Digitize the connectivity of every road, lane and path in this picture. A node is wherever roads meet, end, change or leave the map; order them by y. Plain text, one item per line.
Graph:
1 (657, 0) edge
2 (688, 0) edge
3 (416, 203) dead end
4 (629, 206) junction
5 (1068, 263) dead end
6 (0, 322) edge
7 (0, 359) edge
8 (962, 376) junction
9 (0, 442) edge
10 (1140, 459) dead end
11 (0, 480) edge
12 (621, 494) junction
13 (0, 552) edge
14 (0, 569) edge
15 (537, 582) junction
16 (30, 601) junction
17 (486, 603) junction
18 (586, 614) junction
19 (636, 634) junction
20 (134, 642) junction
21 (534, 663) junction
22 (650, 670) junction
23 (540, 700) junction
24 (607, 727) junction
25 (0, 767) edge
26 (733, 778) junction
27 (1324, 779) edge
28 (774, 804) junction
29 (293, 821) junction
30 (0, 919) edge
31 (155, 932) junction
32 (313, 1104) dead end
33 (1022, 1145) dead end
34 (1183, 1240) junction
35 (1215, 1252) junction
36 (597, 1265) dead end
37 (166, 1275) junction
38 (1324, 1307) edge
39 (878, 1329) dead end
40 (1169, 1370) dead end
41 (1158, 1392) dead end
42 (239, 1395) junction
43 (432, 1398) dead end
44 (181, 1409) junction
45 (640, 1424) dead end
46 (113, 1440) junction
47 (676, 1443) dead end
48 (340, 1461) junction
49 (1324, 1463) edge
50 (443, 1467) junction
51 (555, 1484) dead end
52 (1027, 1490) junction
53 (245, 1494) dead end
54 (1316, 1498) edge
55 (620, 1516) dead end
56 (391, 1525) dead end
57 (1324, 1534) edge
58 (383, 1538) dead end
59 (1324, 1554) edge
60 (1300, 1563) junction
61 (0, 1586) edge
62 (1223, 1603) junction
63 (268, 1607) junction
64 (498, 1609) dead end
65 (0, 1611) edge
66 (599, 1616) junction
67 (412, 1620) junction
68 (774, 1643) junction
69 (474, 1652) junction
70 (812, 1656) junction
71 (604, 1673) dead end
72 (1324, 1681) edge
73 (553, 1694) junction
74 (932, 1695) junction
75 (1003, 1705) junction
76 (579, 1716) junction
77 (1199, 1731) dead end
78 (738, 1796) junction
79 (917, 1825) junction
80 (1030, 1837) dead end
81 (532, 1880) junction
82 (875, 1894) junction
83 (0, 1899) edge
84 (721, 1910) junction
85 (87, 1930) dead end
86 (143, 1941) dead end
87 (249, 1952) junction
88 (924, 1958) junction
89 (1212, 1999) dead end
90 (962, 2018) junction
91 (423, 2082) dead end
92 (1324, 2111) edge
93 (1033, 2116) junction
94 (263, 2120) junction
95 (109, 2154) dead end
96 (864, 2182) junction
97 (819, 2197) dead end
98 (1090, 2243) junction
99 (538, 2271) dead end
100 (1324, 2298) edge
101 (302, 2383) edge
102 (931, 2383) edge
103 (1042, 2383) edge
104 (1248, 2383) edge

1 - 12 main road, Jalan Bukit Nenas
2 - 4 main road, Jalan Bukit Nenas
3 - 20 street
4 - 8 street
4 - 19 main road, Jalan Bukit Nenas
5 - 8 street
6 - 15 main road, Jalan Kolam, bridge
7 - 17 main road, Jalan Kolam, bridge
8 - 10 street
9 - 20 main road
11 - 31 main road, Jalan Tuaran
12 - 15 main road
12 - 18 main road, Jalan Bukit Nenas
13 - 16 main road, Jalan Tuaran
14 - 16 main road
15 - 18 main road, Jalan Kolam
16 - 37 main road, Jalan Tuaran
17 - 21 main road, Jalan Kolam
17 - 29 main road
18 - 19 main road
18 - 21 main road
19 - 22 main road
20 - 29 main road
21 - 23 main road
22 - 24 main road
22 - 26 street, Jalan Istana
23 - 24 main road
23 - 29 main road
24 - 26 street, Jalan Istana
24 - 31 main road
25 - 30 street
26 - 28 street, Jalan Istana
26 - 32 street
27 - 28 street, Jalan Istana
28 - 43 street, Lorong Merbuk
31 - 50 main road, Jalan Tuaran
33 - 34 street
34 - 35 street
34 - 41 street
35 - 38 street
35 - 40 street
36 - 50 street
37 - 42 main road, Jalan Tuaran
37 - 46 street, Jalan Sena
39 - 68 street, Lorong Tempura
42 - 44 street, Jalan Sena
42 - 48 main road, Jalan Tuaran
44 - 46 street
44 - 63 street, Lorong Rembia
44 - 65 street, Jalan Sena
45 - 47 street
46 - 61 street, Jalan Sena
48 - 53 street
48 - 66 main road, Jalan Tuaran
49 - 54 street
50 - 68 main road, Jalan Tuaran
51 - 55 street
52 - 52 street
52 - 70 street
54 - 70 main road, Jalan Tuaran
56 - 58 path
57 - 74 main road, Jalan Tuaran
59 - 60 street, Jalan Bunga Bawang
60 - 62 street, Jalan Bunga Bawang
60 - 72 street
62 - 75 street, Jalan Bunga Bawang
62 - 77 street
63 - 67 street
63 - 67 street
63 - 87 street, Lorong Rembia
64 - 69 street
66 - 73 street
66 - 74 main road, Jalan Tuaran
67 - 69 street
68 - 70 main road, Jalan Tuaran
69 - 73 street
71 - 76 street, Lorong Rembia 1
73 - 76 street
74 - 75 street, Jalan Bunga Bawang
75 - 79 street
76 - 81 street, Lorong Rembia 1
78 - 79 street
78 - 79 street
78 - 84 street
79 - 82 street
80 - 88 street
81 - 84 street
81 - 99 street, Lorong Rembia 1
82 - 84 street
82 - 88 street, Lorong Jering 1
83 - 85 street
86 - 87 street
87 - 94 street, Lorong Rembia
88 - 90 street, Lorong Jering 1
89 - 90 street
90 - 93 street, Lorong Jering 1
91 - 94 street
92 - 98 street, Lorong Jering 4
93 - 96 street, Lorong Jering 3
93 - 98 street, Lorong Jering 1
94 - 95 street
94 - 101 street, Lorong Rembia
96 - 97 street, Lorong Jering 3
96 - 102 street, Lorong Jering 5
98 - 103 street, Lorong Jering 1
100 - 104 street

━━━

**WHAT YOU HAVE TO DO:** Could you reproduce every record above exactly as it stands?

**SOLVED PROBLEM:**
Digitize the connectivity of every road, lane and path in this picture. A node is wherever roads meet, end, change or leave the map; order them by y. Plain text, one item per line.
Graph:
1 (657, 0) edge
2 (688, 0) edge
3 (416, 203) dead end
4 (629, 206) junction
5 (1068, 263) dead end
6 (0, 322) edge
7 (0, 359) edge
8 (962, 376) junction
9 (0, 442) edge
10 (1140, 459) dead end
11 (0, 480) edge
12 (621, 494) junction
13 (0, 552) edge
14 (0, 569) edge
15 (537, 582) junction
16 (30, 601) junction
17 (486, 603) junction
18 (586, 614) junction
19 (636, 634) junction
20 (134, 642) junction
21 (534, 663) junction
22 (650, 670) junction
23 (540, 700) junction
24 (607, 727) junction
25 (0, 767) edge
26 (733, 778) junction
27 (1324, 779) edge
28 (774, 804) junction
29 (293, 821) junction
30 (0, 919) edge
31 (155, 932) junction
32 (313, 1104) dead end
33 (1022, 1145) dead end
34 (1183, 1240) junction
35 (1215, 1252) junction
36 (597, 1265) dead end
37 (166, 1275) junction
38 (1324, 1307) edge
39 (878, 1329) dead end
40 (1169, 1370) dead end
41 (1158, 1392) dead end
42 (239, 1395) junction
43 (432, 1398) dead end
44 (181, 1409) junction
45 (640, 1424) dead end
46 (113, 1440) junction
47 (676, 1443) dead end
48 (340, 1461) junction
49 (1324, 1463) edge
50 (443, 1467) junction
51 (555, 1484) dead end
52 (1027, 1490) junction
53 (245, 1494) dead end
54 (1316, 1498) edge
55 (620, 1516) dead end
56 (391, 1525) dead end
57 (1324, 1534) edge
58 (383, 1538) dead end
59 (1324, 1554) edge
60 (1300, 1563) junction
61 (0, 1586) edge
62 (1223, 1603) junction
63 (268, 1607) junction
64 (498, 1609) dead end
65 (0, 1611) edge
66 (599, 1616) junction
67 (412, 1620) junction
68 (774, 1643) junction
69 (474, 1652) junction
70 (812, 1656) junction
71 (604, 1673) dead end
72 (1324, 1681) edge
73 (553, 1694) junction
74 (932, 1695) junction
75 (1003, 1705) junction
76 (579, 1716) junction
77 (1199, 1731) dead end
78 (738, 1796) junction
79 (917, 1825) junction
80 (1030, 1837) dead end
81 (532, 1880) junction
82 (875, 1894) junction
83 (0, 1899) edge
84 (721, 1910) junction
85 (87, 1930) dead end
86 (143, 1941) dead end
87 (249, 1952) junction
88 (924, 1958) junction
89 (1212, 1999) dead end
90 (962, 2018) junction
91 (423, 2082) dead end
92 (1324, 2111) edge
93 (1033, 2116) junction
94 (263, 2120) junction
95 (109, 2154) dead end
96 (864, 2182) junction
97 (819, 2197) dead end
98 (1090, 2243) junction
99 (538, 2271) dead end
100 (1324, 2298) edge
101 (302, 2383) edge
102 (931, 2383) edge
103 (1042, 2383) edge
104 (1248, 2383) edge

1 - 12 main road, Jalan Bukit Nenas
2 - 4 main road, Jalan Bukit Nenas
3 - 20 street
4 - 8 street
4 - 19 main road, Jalan Bukit Nenas
5 - 8 street
6 - 15 main road, Jalan Kolam, bridge
7 - 17 main road, Jalan Kolam, bridge
8 - 10 street
9 - 20 main road
11 - 31 main road, Jalan Tuaran
12 - 15 main road
12 - 18 main road, Jalan Bukit Nenas
13 - 16 main road, Jalan Tuaran
14 - 16 main road
15 - 18 main road, Jalan Kolam
16 - 37 main road, Jalan Tuaran
17 - 21 main road, Jalan Kolam
17 - 29 main road
18 - 19 main road
18 - 21 main road
19 - 22 main road
20 - 29 main road
21 - 23 main road
22 - 24 main road
22 - 26 street, Jalan Istana
23 - 24 main road
23 - 29 main road
24 - 26 street, Jalan Istana
24 - 31 main road
25 - 30 street
26 - 28 street, Jalan Istana
26 - 32 street
27 - 28 street, Jalan Istana
28 - 43 street, Lorong Merbuk
31 - 50 main road, Jalan Tuaran
33 - 34 street
34 - 35 street
34 - 41 street
35 - 38 street
35 - 40 street
36 - 50 street
37 - 42 main road, Jalan Tuaran
37 - 46 street, Jalan Sena
39 - 68 street, Lorong Tempura
42 - 44 street, Jalan Sena
42 - 48 main road, Jalan Tuaran
44 - 46 street
44 - 63 street, Lorong Rembia
44 - 65 street, Jalan Sena
45 - 47 street
46 - 61 street, Jalan Sena
48 - 53 street
48 - 66 main road, Jalan Tuaran
49 - 54 street
50 - 68 main road, Jalan Tuaran
51 - 55 street
52 - 52 street
52 - 70 street
54 - 70 main road, Jalan Tuaran
56 - 58 path
57 - 74 main road, Jalan Tuaran
59 - 60 street, Jalan Bunga Bawang
60 - 62 street, Jalan Bunga Bawang
60 - 72 street
62 - 75 street, Jalan Bunga Bawang
62 - 77 street
63 - 67 street
63 - 67 street
63 - 87 street, Lorong Rembia
64 - 69 street
66 - 73 street
66 - 74 main road, Jalan Tuaran
67 - 69 street
68 - 70 main road, Jalan Tuaran
69 - 73 street
71 - 76 street, Lorong Rembia 1
73 - 76 street
74 - 75 street, Jalan Bunga Bawang
75 - 79 street
76 - 81 street, Lorong Rembia 1
78 - 79 street
78 - 79 street
78 - 84 street
79 - 82 street
80 - 88 street
81 - 84 street
81 - 99 street, Lorong Rembia 1
82 - 84 street
82 - 88 street, Lorong Jering 1
83 - 85 street
86 - 87 street
87 - 94 street, Lorong Rembia
88 - 90 street, Lorong Jering 1
89 - 90 street
90 - 93 street, Lorong Jering 1
91 - 94 street
92 - 98 street, Lorong Jering 4
93 - 96 street, Lorong Jering 3
93 - 98 street, Lorong Jering 1
94 - 95 street
94 - 101 street, Lorong Rembia
96 - 97 street, Lorong Jering 3
96 - 102 street, Lorong Jering 5
98 - 103 street, Lorong Jering 1
100 - 104 street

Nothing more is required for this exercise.